ABOUT THIS EXERCISE: Below are records. Copy every line with "graph" in it.

━━━━━ SUPPLIED MATERIAL ━━━━━

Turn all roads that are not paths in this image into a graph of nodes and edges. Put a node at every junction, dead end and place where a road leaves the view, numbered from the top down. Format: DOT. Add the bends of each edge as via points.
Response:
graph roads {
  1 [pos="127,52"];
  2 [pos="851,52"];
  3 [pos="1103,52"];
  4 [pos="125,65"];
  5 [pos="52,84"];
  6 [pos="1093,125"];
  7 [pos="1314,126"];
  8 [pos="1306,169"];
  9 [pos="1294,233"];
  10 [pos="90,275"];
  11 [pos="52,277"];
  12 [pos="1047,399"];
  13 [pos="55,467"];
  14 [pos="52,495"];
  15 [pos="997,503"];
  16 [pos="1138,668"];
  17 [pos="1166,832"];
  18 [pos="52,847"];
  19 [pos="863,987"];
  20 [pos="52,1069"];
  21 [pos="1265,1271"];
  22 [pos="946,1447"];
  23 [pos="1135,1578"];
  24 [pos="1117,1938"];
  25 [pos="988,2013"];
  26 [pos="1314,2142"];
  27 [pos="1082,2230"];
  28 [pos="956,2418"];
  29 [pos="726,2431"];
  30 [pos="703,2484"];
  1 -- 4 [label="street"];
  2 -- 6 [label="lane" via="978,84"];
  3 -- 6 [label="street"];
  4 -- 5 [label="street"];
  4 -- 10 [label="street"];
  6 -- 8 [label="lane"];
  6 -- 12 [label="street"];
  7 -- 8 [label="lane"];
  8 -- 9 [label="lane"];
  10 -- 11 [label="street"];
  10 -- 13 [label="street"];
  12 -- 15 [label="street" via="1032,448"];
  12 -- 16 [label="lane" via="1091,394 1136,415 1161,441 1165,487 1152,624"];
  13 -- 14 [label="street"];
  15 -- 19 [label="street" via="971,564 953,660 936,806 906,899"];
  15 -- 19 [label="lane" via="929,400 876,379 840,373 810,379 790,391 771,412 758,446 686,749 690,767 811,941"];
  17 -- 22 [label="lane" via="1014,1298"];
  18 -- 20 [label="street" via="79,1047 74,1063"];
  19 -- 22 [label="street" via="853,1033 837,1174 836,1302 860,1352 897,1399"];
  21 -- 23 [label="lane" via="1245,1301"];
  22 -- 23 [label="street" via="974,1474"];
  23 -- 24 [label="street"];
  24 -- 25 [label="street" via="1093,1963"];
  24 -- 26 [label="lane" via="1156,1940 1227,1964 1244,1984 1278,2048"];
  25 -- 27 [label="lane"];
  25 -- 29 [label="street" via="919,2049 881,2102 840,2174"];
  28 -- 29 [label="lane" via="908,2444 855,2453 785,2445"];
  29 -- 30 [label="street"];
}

━━━━━

RESULT:
Turn all roads that are not paths in this image into a graph of nodes and edges. Put a node at every junction, dead end and place where a road leaves the view, numbered from the top down. Format: DOT. Add the bends of each edge as via points.
graph roads {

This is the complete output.